Мое лицо краснеет от стыда.
– Мне жаль.
– Но хочешь ли ты вообще, ну, увидеть картину целиком? – спрашивает Гат. – Можешь ли ты это понять?
– Ты никогда не узнаешь, если не расскажешь мне, – говорю я. – Я давно не слышала от тебя новостей.
– Знаешь, кто я для твоего дедушки? Кем всегда был?
– Кем?
– Хитклиффом. Из «Грозового перевала». Читала?
Я качаю головой.
– Хитклифф – цыганский мальчик, взятый под крылышко знатной семьи Эрншо. Он влюбляется в Кэтрин. Она тоже его любит – тем не менее смешивает парня с грязью из-за его прошлого. Остальные члены семьи с ней солидарны.
– Это вовсе не похоже на мои чувства.
– Хитклиффу никак не удается завоевать уважение этих Эрншо.

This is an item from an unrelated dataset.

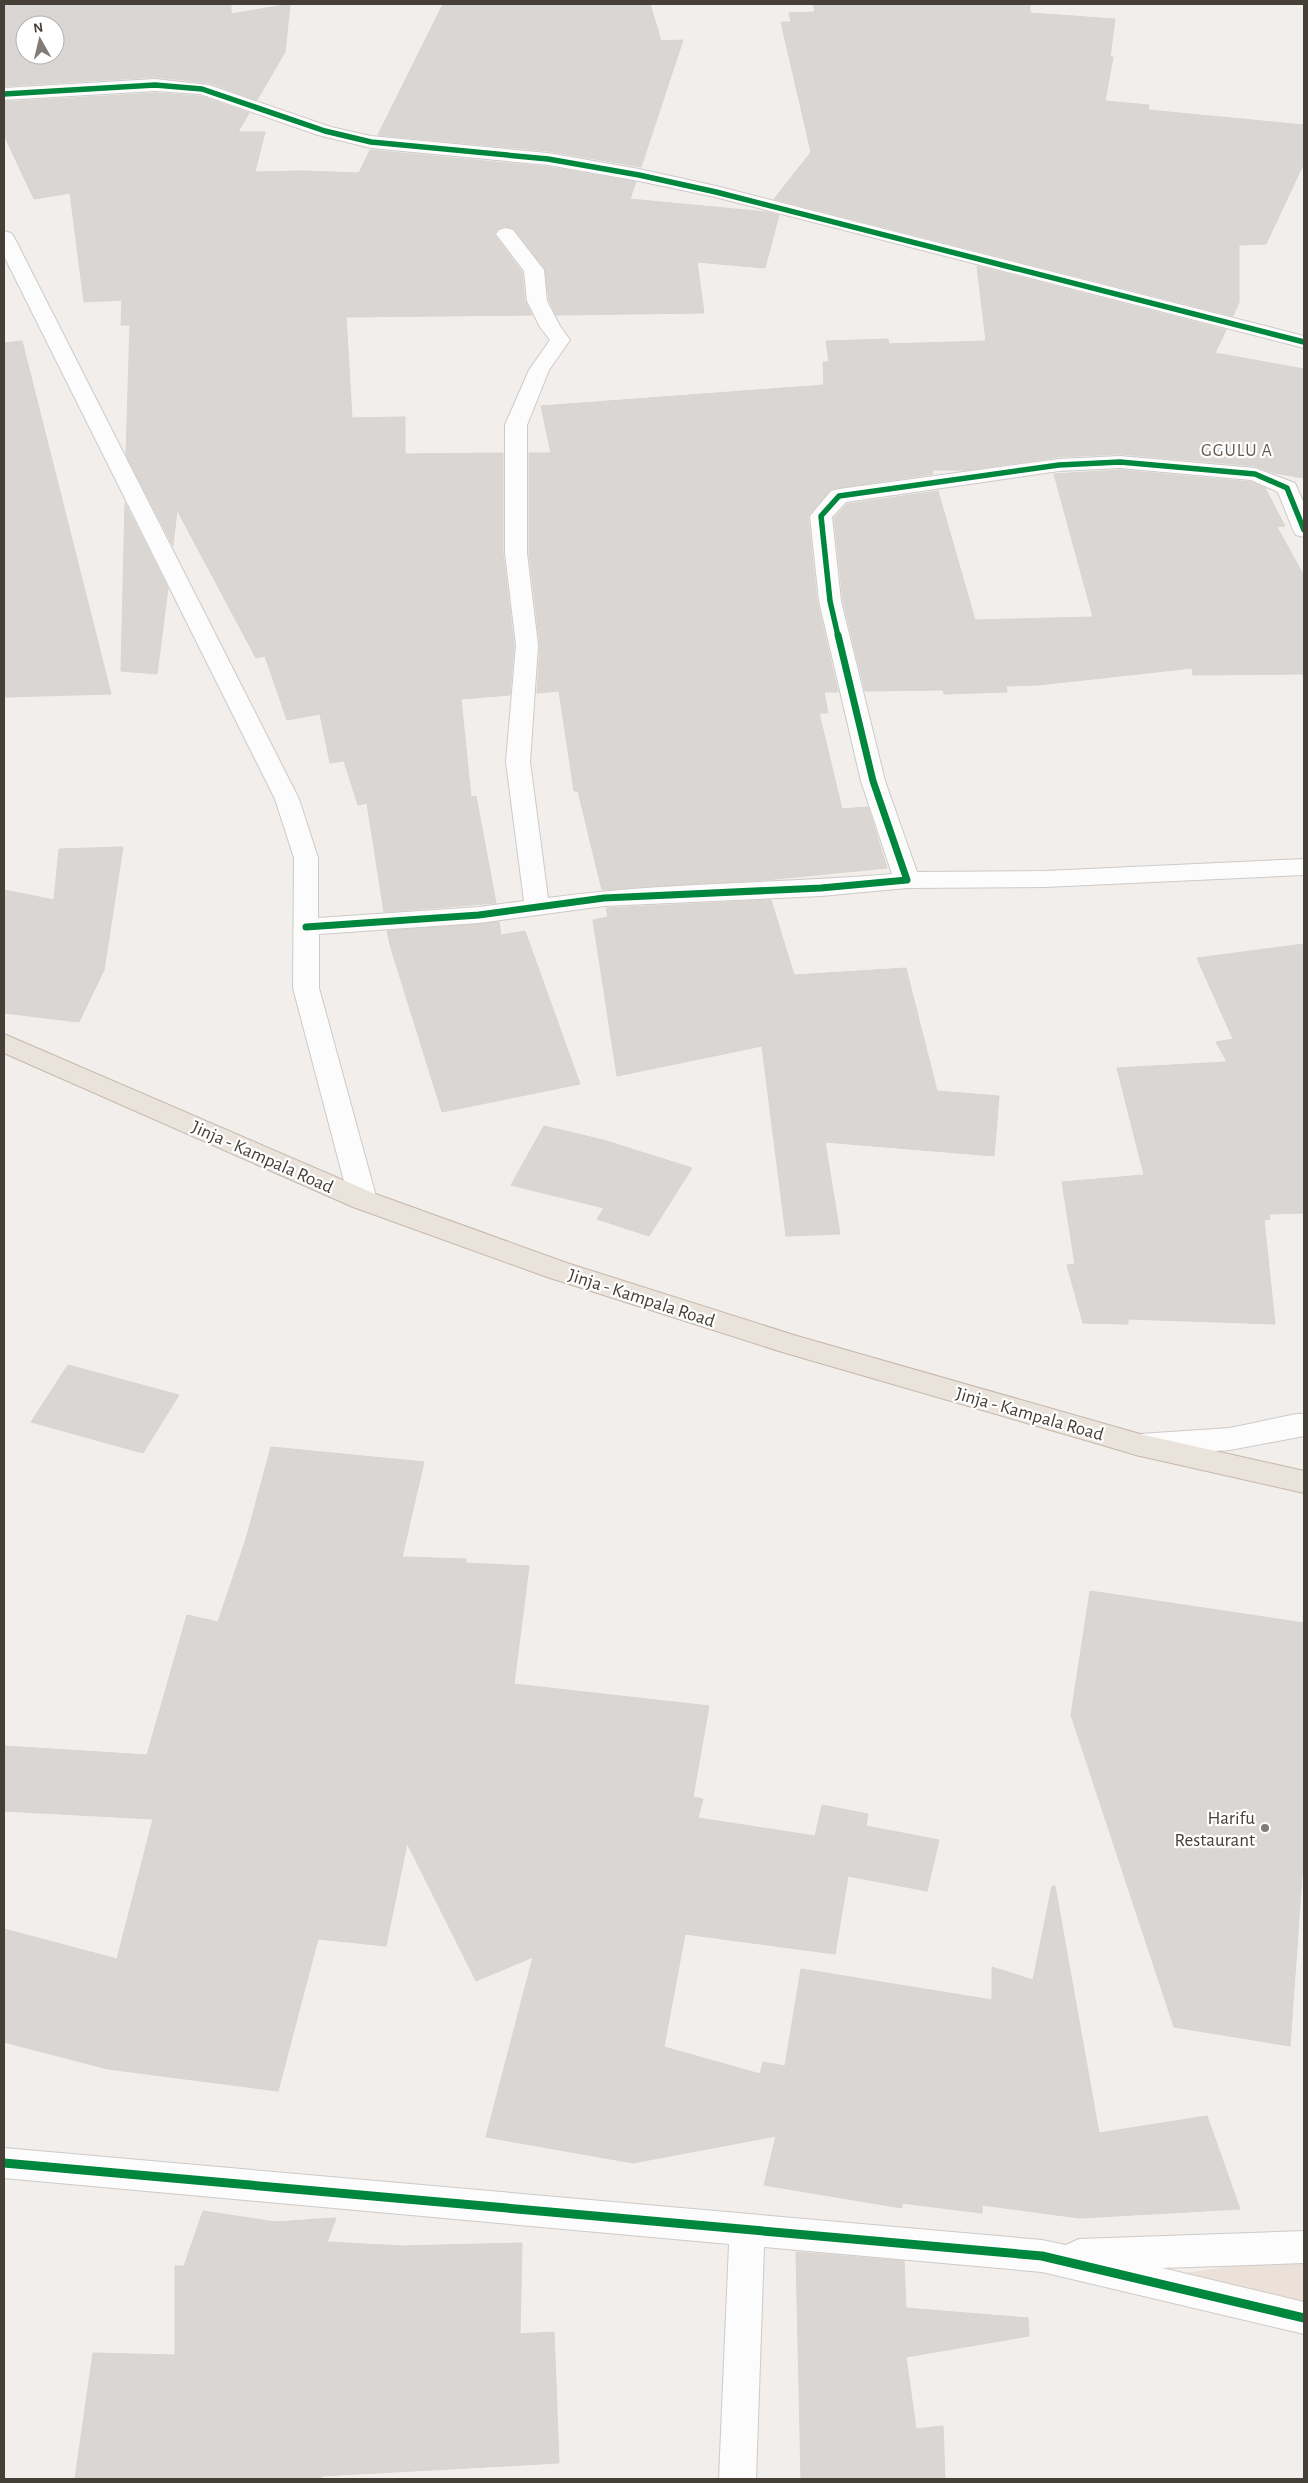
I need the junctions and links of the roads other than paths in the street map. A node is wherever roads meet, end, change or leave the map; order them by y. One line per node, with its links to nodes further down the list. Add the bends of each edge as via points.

Но он все равно пытается. Парень уходит, получает образование, становится джентльменом. А они продолжают считать его животным.
– И?..
– Затем, потому что это трагическая история, Хитклифф становится именно тем, кем они его считают. Жестоким. Его внутреннее зло просачивается наружу.
– Я думала, это роман.
Гат качает головой.
– Эти люди ужасно обращались друг с другом.
– Так ты говоришь, что дедушка считает тебя Хитклиффом?
– Клянусь тебе. Для него я зверь в невинном обличье, предавший его доверие, в то время как он позволял приезжать на его шикарный остров каждый год. Ведь я предал твоего дедушку, соблазнив его Кэтрин, его Каденс. И в наказание я должен стать тем монстром, которого он всегда во мне видел.
Я молчу.
Гат молчит.
Я протягиваю руку и касаюсь его. Одно ощущение его руки под тонким хлопком футболки вызывает у меня до боли сильное желание вновь поцеловать его.
– Знаешь, что самое страшное? – спрашивает Гат, не глядя на меня. – Ведь он оказался прав.
– Это не так.
– О-о, все именно так.
– Гат, постой.
Но он скрылся в своей комнате и закрыл дверь.
Я одна в темном коридоре.
40
Давным-давно жил-был король, у которого было три прекрасных дочери. Девочки были ангельской внешности. Они вступили в удачные брачные союзы, но появление первой внучки принесло разочарование. Младшая принцесса произвела на свет дочь до того крошечную, что матери приходилось носить ее в кармане, чтобы девочку никто не увидел. В конце концов родились другие внуки, с нормальным ростом, и король с королевой практически забыли о существовании крошечной принцессы.
Когда та стала постарше, бóльшую часть своих дней и ночей она проводила в своей маленькой кроватке. У девочки не было причин вставать, настолько она была одинокой.